What you return must be every line below that includes the word "Rogelio".
======== Records shown
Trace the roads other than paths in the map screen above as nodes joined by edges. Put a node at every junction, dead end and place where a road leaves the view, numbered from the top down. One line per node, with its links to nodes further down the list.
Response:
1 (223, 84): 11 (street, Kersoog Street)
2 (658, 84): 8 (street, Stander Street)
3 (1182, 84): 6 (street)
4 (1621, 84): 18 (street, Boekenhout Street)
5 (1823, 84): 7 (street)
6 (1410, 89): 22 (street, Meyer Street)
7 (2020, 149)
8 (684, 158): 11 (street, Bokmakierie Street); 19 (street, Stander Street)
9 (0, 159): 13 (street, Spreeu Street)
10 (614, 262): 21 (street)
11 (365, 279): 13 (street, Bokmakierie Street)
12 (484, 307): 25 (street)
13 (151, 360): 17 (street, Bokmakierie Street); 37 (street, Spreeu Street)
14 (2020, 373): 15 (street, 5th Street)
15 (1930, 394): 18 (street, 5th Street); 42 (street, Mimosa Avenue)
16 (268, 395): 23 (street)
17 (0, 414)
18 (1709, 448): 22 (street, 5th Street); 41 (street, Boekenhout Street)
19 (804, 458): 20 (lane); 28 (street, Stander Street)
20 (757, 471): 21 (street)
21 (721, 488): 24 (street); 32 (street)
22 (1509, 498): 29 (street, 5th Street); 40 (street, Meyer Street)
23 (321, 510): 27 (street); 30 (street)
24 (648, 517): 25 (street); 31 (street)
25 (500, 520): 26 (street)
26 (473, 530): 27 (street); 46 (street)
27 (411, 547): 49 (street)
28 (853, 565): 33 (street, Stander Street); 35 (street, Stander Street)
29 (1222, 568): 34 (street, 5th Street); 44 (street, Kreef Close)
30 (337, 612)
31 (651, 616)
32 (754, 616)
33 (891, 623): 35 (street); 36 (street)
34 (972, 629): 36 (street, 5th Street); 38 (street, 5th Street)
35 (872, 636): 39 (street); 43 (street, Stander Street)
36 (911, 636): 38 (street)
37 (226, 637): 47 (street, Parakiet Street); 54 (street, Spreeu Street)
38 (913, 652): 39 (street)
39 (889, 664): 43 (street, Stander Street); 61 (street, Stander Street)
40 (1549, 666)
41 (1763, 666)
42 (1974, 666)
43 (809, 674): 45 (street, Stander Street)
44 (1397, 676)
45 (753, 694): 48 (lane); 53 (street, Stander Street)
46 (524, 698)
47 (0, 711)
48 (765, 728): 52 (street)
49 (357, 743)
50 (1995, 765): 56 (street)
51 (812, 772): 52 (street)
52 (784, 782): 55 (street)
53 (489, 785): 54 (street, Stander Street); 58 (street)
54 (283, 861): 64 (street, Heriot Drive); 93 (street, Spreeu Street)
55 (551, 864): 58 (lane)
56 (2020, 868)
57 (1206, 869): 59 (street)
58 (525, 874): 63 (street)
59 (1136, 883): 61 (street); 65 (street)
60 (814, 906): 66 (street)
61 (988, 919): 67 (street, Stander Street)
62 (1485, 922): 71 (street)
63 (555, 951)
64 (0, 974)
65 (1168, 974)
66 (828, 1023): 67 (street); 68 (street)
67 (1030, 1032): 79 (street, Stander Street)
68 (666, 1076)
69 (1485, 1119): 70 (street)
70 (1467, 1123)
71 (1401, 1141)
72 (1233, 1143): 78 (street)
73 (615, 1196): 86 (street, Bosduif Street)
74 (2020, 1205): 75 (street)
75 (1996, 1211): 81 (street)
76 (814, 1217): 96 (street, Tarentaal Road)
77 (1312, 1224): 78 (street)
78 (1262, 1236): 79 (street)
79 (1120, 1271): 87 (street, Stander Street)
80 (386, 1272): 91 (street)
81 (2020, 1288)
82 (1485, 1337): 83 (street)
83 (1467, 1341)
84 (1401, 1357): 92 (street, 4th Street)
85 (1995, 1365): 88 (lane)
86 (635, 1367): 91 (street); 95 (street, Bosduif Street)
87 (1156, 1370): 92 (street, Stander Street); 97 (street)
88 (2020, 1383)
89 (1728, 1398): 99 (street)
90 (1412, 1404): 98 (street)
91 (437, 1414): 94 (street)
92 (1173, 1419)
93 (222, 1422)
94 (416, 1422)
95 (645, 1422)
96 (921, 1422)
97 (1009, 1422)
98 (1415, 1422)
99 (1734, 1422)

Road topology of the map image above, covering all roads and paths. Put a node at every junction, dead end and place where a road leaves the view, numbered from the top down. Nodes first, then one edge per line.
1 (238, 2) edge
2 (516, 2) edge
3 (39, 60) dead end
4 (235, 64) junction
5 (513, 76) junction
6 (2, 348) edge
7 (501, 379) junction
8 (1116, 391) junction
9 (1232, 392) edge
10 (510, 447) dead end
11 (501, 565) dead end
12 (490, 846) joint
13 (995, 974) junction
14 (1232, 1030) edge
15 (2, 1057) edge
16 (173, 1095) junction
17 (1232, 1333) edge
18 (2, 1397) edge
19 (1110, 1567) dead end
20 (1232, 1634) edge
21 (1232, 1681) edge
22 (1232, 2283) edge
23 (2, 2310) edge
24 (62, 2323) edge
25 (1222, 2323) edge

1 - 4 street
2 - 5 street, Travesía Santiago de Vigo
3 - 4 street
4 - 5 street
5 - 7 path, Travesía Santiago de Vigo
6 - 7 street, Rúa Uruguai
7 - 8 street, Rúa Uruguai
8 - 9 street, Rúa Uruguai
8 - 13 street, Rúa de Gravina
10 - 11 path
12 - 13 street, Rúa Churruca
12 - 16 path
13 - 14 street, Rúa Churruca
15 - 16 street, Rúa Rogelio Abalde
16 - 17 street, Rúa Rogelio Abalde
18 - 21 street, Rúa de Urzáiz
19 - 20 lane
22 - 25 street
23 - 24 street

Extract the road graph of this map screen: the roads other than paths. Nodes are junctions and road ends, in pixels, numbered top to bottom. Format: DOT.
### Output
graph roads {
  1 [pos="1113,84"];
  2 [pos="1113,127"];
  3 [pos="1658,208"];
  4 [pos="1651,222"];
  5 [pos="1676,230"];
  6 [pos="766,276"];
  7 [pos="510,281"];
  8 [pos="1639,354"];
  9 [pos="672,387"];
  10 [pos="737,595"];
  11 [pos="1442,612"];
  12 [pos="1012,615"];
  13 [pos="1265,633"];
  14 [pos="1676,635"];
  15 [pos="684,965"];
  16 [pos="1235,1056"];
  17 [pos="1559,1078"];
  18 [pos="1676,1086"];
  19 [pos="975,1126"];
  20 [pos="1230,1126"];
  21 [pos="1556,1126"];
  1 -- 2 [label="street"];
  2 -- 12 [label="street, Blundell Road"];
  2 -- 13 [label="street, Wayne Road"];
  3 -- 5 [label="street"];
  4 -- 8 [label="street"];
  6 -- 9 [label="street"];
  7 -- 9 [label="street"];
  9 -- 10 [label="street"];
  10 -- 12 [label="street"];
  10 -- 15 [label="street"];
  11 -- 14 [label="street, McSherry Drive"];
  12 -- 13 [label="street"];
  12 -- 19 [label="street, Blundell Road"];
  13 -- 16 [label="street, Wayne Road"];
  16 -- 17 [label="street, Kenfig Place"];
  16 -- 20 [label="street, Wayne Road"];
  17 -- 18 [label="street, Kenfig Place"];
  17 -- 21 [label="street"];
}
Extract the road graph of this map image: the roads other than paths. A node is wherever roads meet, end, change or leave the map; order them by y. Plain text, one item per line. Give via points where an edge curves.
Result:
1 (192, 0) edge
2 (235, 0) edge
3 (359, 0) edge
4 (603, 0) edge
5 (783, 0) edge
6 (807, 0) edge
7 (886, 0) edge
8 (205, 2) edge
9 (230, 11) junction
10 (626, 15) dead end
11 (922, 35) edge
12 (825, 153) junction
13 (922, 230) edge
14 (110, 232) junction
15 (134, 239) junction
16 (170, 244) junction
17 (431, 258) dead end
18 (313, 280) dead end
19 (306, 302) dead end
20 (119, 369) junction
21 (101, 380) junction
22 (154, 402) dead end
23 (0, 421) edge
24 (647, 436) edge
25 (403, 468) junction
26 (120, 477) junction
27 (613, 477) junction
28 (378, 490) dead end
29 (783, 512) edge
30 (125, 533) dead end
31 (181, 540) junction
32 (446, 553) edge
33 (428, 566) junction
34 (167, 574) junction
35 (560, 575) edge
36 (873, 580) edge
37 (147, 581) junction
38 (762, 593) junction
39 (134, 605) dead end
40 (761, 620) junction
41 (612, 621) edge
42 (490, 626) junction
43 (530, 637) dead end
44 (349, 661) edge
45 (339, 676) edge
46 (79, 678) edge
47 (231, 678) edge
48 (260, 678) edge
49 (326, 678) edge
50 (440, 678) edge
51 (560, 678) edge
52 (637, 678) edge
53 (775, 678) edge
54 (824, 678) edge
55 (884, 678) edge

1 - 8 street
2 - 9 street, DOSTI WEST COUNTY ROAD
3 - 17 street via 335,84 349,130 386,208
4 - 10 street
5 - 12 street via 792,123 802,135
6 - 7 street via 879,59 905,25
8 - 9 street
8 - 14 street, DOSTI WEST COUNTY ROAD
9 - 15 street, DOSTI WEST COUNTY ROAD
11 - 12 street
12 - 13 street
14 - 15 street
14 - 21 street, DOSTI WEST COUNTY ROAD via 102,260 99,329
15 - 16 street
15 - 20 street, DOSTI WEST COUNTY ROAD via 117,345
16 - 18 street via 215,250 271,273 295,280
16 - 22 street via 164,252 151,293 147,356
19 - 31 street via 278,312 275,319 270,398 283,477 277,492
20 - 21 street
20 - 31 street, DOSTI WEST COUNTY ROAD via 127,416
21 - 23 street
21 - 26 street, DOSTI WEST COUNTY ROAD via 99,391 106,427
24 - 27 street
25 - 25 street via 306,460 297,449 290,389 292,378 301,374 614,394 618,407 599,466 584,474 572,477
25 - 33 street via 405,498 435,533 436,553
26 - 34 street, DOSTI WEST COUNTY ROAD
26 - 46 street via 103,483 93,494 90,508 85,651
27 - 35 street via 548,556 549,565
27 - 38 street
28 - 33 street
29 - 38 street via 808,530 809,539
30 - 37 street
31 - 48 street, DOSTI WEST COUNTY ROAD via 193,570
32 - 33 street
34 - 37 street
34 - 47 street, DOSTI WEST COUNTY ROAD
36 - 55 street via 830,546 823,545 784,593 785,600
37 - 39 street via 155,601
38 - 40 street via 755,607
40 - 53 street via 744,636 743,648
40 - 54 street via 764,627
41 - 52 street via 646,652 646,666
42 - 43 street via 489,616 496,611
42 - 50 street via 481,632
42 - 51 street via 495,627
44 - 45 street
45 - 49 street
================
**Your response**:
15 - 16 street, Rúa Rogelio Abalde
16 - 17 street, Rúa Rogelio Abalde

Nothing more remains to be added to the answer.